● What you are asked to do: Whenever a line in the data below includes the string "pinky", copy it out.

● Joint position lists:
================

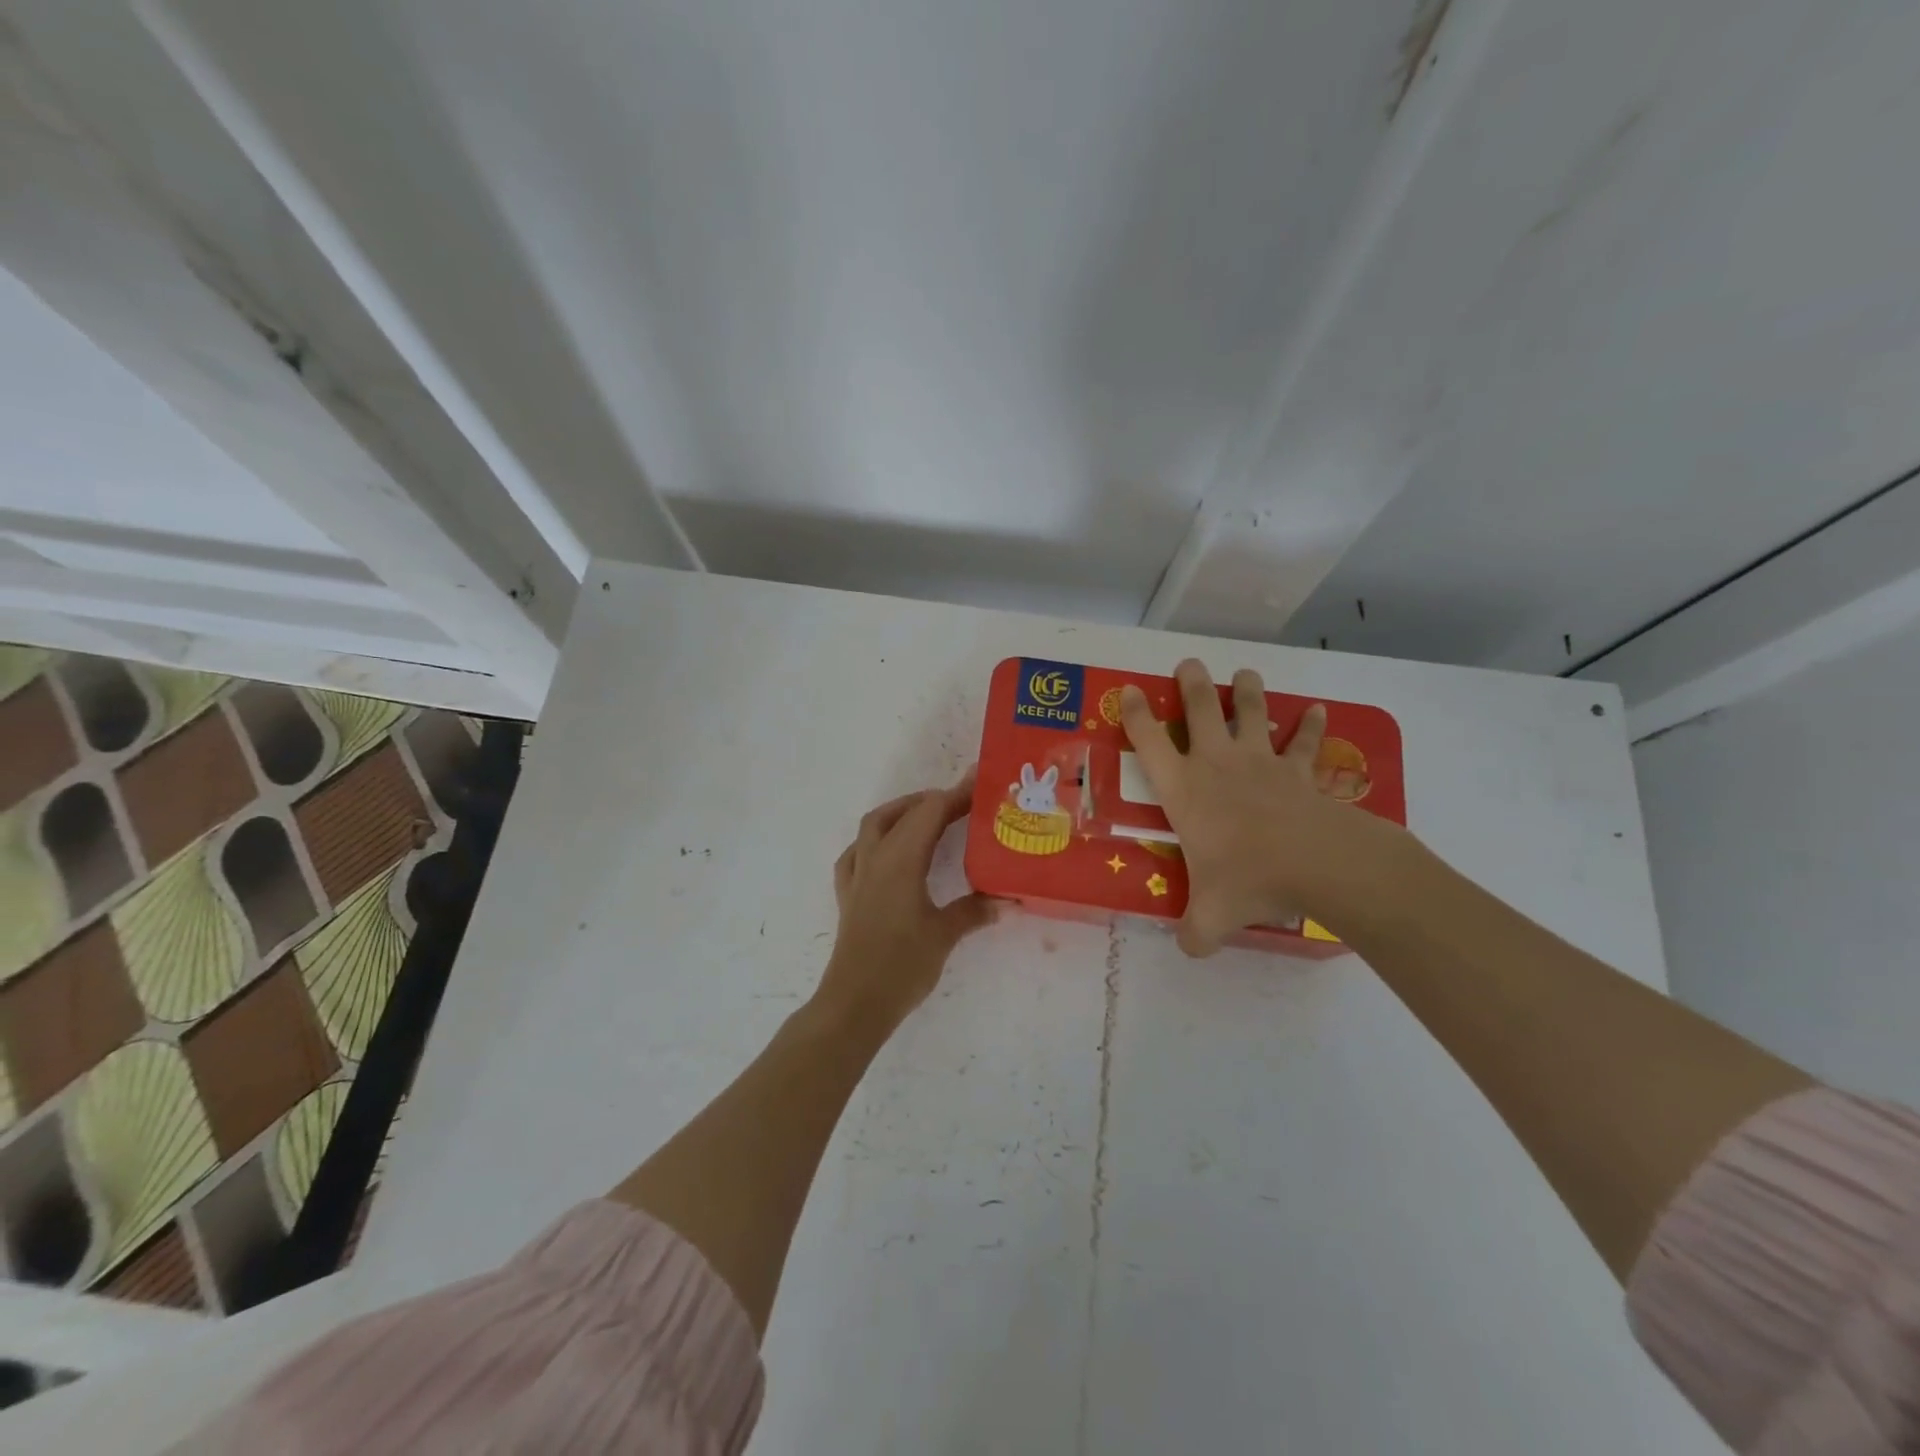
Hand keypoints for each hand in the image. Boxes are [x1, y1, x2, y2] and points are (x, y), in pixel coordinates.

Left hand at [817, 771, 997, 1032]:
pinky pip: (856, 853)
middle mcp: (875, 858)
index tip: (980, 783)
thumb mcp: (944, 936)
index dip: (956, 795)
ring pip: (874, 826)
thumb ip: (973, 911)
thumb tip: (1005, 900)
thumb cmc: (902, 966)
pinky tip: (887, 851)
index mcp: (901, 860)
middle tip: (963, 803)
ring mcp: (857, 875)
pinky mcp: (848, 895)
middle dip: (932, 801)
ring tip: (928, 817)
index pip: (930, 812)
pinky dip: (874, 840)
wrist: (855, 1003)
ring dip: (901, 812)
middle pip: (903, 813)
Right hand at [1119, 660, 1401, 955]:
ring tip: (1246, 673)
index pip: (1150, 743)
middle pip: (1201, 710)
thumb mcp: (1211, 916)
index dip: (1135, 715)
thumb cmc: (1248, 879)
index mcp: (1184, 789)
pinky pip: (1304, 743)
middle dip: (1192, 684)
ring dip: (1247, 691)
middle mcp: (1218, 764)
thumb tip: (1190, 949)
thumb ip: (1194, 932)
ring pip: (1251, 714)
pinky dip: (1309, 726)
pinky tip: (1316, 711)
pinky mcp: (1300, 772)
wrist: (1316, 862)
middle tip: (1188, 664)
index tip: (1128, 691)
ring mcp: (1261, 763)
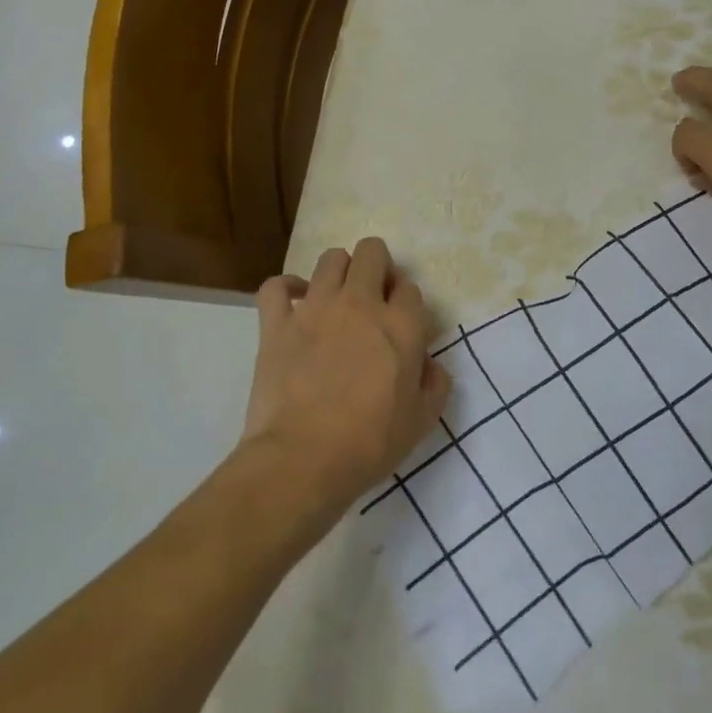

================

● Response below:
pinky pip: (856, 853)
pinky tip: (887, 851)
pinky mcp: (848, 895)
pinky dip: (874, 840)
pinky pip: (1304, 743)
pinky dip: (1309, 726)
pinky tip: (1316, 711)
pinky mcp: (1300, 772)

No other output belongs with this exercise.